**THE PROBLEM**
Which lines of the data contain the string "کنار"? Copy every one of them.

**GIVEN DATA**
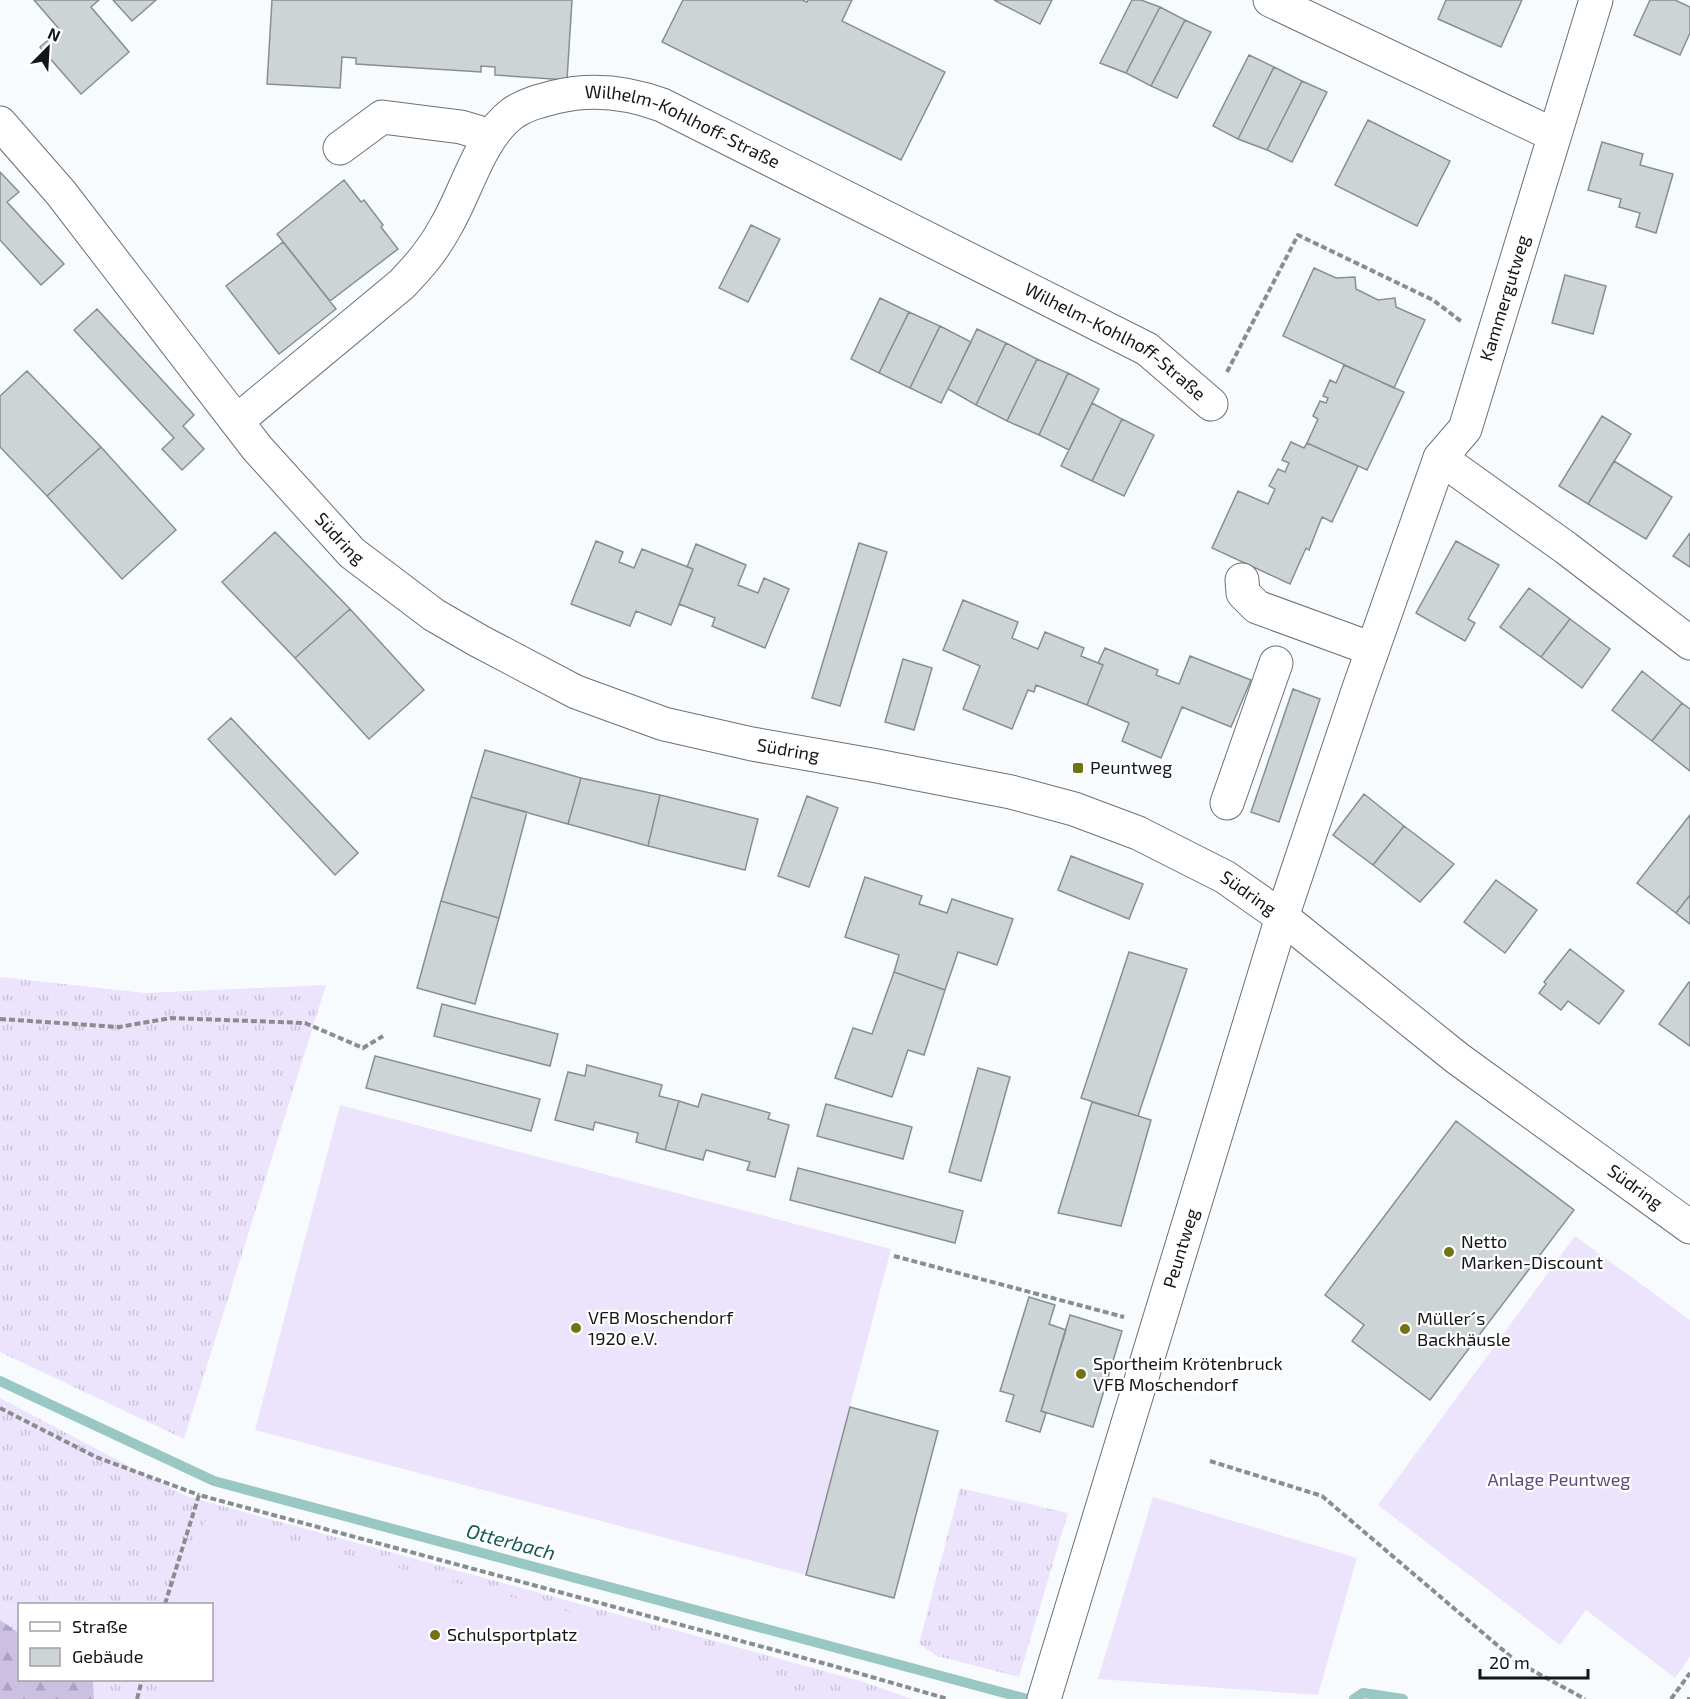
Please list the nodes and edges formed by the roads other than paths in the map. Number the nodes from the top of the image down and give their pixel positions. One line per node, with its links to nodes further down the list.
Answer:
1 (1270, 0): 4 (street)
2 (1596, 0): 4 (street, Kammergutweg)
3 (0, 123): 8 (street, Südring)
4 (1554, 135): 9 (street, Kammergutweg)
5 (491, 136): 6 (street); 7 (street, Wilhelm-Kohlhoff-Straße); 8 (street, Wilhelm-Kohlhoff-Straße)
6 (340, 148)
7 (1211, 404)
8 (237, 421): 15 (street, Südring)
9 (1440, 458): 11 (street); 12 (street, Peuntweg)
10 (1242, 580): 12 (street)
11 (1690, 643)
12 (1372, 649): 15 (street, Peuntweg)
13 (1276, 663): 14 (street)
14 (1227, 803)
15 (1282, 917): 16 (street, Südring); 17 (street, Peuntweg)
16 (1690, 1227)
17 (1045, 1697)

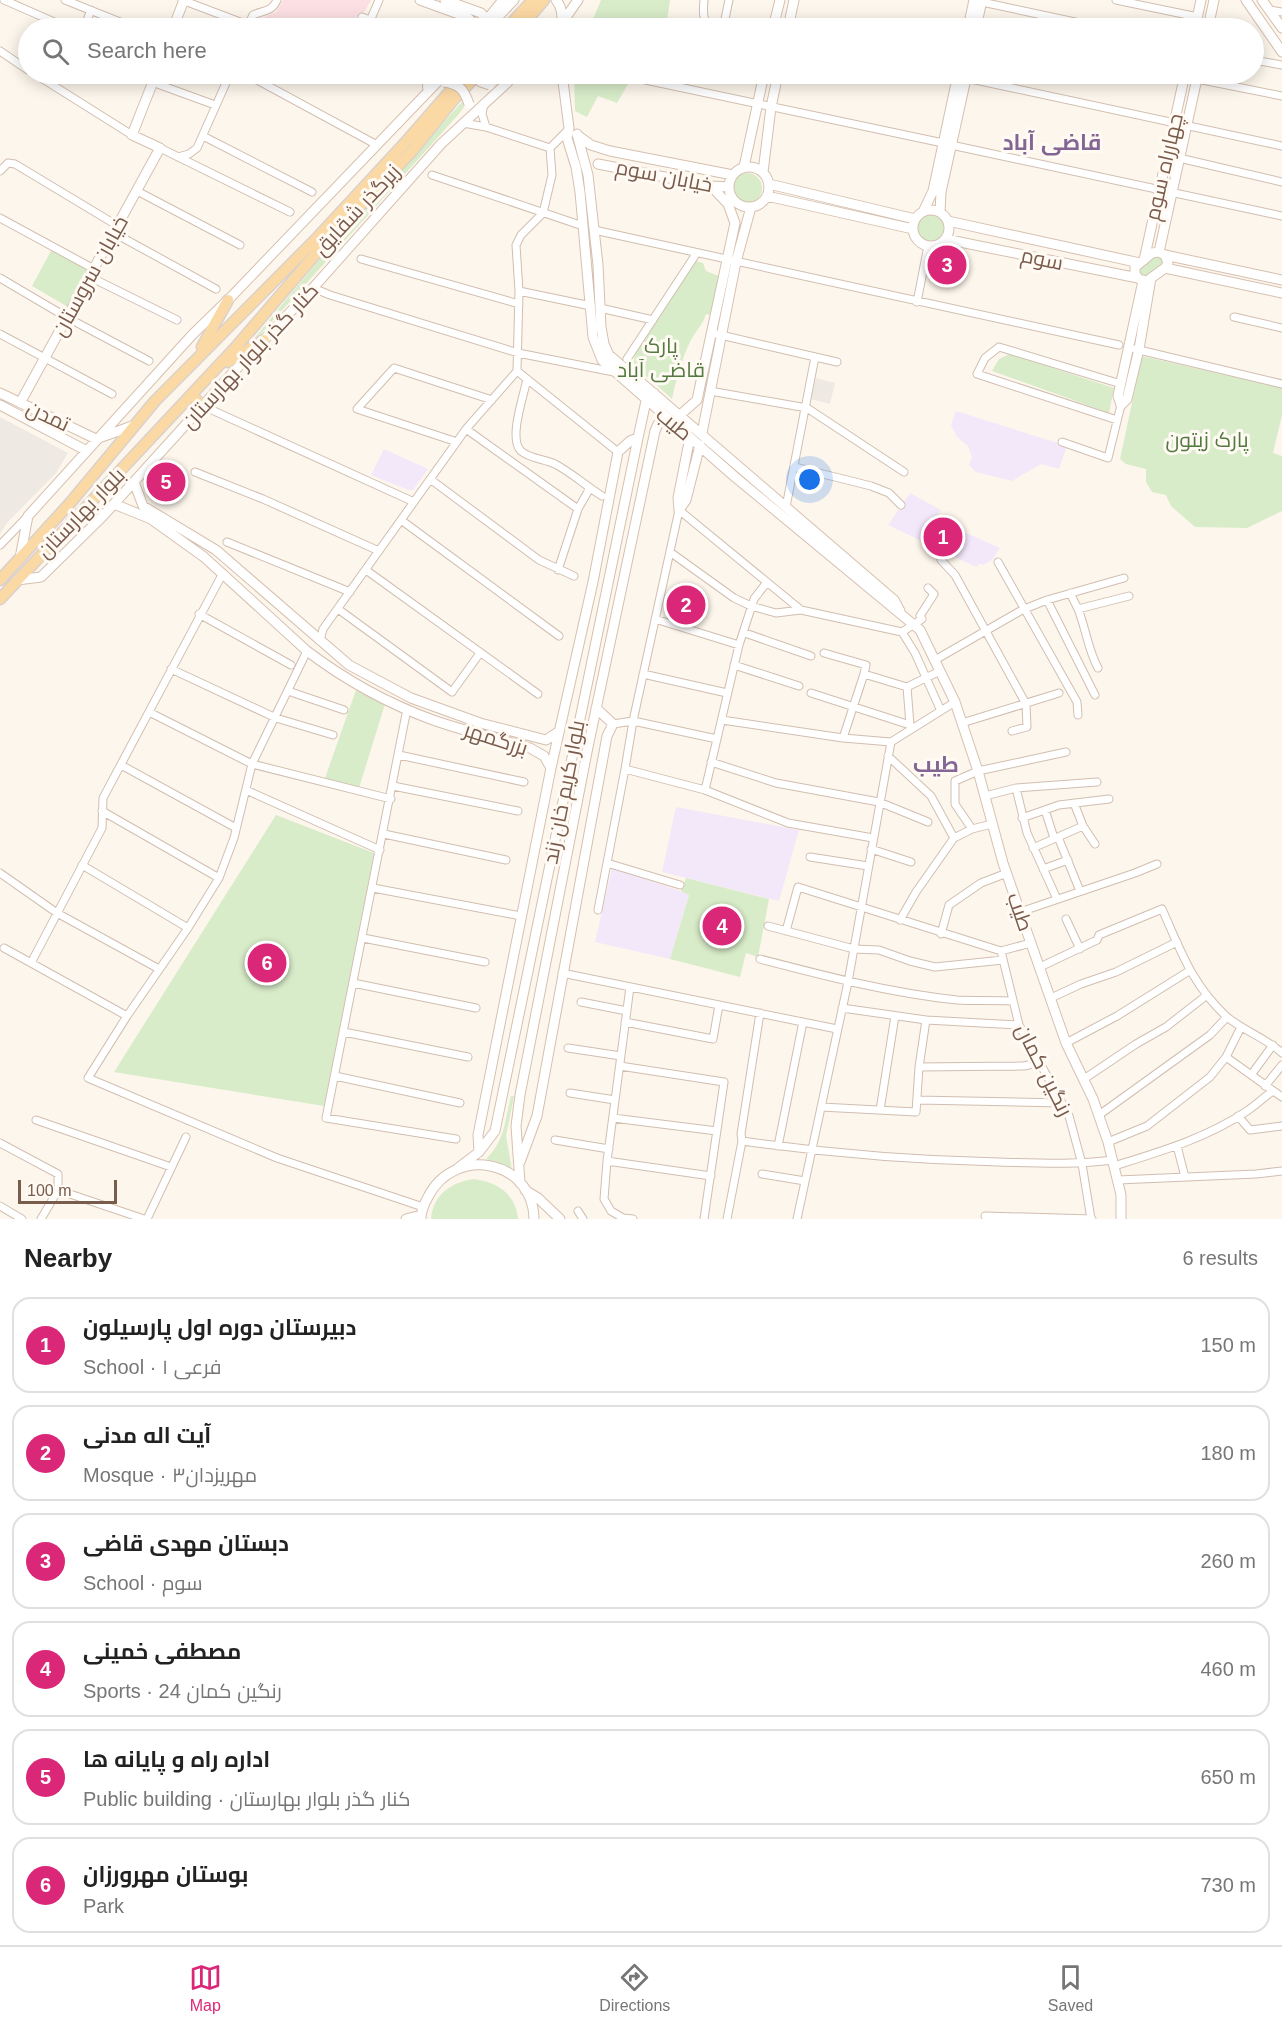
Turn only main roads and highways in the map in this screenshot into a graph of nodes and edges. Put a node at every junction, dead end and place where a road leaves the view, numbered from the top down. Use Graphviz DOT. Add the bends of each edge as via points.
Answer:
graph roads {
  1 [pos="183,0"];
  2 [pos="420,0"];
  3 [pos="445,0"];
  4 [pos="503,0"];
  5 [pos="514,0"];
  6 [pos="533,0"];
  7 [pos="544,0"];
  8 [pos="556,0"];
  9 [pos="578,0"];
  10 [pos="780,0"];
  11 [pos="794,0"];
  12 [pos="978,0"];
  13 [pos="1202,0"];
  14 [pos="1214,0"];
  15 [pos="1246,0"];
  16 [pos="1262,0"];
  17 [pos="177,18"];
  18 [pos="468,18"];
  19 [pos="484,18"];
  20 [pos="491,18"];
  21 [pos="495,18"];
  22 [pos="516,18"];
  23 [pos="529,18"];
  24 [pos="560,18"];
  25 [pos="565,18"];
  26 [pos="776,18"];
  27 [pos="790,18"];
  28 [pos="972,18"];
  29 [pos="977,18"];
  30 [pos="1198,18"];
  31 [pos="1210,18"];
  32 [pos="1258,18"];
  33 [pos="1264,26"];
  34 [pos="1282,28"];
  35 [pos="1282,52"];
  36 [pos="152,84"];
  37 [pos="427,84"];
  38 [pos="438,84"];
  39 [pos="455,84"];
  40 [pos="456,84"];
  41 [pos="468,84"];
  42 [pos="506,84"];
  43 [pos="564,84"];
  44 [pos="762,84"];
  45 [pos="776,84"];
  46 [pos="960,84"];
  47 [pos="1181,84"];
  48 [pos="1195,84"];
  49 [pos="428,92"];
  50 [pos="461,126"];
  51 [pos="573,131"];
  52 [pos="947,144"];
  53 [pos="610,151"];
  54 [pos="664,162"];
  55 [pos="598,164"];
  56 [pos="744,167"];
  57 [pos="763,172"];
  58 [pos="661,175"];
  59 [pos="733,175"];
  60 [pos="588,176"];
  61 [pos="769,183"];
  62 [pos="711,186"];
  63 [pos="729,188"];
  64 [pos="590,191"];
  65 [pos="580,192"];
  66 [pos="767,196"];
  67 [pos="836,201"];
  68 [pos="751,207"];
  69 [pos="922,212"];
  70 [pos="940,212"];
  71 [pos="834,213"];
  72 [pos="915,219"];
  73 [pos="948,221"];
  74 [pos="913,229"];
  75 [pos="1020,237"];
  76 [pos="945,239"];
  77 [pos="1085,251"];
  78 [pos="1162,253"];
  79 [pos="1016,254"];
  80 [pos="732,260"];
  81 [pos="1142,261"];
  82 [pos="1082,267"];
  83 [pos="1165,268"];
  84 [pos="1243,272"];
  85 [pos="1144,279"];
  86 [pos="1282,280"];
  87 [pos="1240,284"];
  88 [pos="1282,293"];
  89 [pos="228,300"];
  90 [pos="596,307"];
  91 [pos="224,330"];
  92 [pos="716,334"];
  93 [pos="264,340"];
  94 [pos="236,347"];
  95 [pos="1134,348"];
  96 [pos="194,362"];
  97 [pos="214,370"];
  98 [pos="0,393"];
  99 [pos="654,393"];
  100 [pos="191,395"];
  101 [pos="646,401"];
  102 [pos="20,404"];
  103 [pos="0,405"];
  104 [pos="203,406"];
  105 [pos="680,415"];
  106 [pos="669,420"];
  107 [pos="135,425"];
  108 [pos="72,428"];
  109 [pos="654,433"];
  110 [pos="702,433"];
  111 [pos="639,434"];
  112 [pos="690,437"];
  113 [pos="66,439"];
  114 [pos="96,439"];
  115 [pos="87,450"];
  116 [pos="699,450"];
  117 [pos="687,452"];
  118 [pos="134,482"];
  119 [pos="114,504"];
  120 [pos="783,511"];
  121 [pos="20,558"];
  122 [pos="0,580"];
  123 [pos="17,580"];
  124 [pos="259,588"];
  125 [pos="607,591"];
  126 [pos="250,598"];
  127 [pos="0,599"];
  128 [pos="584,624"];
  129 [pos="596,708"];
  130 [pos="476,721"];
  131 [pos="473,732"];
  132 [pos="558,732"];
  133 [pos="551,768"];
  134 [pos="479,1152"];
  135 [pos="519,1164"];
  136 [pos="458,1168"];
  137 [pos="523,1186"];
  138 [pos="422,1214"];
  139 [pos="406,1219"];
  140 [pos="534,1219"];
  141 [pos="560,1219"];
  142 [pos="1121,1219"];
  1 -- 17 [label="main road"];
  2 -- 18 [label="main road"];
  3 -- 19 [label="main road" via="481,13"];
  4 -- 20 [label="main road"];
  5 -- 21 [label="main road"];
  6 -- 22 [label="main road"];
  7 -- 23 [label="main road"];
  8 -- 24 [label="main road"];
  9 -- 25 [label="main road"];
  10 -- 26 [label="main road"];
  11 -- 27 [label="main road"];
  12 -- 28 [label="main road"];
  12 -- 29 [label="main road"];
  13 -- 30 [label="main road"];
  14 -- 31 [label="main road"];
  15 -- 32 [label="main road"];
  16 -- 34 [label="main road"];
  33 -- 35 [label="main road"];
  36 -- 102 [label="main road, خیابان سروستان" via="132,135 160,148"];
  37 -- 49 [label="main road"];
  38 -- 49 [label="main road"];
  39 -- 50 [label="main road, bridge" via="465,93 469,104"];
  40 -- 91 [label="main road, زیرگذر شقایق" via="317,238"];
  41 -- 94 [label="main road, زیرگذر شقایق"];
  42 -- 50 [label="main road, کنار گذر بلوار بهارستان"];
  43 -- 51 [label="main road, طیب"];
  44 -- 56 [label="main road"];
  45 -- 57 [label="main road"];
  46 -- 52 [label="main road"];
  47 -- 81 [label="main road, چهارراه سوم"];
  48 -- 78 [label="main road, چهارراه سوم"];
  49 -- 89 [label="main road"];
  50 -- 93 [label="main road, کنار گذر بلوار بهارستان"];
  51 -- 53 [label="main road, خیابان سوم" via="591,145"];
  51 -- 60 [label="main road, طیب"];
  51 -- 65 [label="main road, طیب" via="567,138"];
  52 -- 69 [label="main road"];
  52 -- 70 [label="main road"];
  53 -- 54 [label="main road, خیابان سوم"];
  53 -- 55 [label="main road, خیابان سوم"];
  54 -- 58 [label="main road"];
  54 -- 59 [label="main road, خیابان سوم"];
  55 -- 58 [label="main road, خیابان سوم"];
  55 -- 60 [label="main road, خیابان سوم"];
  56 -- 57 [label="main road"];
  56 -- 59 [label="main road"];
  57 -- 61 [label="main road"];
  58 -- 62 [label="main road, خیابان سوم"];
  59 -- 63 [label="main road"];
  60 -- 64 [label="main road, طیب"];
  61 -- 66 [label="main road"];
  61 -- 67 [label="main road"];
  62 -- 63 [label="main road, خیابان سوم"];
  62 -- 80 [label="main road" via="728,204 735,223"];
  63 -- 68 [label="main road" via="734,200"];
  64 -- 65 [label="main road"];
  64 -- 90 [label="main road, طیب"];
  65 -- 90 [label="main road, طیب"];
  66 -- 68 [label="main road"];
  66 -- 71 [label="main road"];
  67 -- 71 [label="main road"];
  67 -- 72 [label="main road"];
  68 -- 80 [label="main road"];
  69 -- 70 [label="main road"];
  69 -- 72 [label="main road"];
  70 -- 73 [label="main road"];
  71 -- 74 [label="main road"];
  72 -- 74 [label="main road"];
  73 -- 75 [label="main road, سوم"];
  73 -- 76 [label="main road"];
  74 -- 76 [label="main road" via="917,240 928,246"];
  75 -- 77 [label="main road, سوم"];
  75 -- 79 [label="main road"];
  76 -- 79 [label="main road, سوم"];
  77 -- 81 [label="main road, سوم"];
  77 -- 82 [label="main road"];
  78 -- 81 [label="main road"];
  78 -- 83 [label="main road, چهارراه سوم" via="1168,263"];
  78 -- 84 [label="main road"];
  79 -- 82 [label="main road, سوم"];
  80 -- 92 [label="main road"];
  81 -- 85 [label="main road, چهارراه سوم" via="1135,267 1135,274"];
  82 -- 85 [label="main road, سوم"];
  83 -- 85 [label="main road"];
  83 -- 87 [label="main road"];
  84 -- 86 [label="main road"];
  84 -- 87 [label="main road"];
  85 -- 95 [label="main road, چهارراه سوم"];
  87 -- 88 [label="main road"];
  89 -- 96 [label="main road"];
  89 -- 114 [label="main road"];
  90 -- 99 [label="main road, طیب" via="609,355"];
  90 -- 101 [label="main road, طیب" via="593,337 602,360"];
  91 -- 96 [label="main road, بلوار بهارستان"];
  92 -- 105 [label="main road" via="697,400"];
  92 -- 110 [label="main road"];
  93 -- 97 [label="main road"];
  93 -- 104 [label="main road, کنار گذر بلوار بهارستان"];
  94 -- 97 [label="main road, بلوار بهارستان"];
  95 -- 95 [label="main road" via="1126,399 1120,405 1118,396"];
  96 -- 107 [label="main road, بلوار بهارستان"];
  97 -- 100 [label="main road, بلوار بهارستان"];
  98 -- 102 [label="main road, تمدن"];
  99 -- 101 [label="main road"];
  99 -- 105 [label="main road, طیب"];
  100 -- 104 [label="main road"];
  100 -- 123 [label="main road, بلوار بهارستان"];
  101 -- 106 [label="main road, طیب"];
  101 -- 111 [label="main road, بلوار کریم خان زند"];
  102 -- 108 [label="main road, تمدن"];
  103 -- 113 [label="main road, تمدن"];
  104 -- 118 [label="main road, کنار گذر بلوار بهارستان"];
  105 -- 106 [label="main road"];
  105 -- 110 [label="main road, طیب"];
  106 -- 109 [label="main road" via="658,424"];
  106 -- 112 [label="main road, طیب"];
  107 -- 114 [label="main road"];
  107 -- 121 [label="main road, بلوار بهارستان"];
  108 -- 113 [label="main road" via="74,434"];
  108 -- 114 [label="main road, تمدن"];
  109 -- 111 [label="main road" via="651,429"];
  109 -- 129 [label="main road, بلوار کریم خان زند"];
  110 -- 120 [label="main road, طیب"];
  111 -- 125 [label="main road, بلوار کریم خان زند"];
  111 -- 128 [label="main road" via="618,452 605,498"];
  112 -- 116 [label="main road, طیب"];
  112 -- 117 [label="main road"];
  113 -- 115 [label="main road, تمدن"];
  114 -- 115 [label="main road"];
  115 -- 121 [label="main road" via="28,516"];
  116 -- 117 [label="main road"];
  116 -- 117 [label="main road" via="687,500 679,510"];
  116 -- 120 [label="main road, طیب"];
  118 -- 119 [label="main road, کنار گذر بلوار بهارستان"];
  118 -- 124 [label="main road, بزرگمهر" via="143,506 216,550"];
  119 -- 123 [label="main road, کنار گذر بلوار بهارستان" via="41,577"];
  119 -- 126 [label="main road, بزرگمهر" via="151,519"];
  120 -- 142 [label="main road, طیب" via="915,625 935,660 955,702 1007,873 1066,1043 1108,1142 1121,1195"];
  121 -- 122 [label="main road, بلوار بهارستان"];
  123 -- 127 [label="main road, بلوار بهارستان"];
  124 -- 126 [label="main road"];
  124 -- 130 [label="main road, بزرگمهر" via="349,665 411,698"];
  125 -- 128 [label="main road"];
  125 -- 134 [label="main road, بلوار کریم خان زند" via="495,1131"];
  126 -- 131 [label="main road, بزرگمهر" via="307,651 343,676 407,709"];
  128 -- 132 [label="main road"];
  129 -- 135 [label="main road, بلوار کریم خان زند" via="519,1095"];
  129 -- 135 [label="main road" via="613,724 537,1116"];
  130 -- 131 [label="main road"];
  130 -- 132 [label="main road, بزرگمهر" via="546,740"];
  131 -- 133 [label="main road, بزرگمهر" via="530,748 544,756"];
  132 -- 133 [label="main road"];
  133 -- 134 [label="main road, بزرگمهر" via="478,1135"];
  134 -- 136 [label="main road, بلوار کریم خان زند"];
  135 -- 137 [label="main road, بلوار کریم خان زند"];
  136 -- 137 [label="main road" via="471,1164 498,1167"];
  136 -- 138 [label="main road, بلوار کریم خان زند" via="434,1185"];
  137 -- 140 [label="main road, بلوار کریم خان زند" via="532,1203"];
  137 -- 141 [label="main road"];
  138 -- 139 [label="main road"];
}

**ANSWER SPACE**
  42 -- 50 [label="main road, کنار گذر بلوار بهارستان"];
  50 -- 93 [label="main road, کنار گذر بلوار بهارستان"];
  93 -- 104 [label="main road, کنار گذر بلوار بهارستان"];
  104 -- 118 [label="main road, کنار گذر بلوار بهارستان"];
  118 -- 119 [label="main road, کنار گذر بلوار بهارستان"];
  119 -- 123 [label="main road, کنار گذر بلوار بهارستان" via="41,577"];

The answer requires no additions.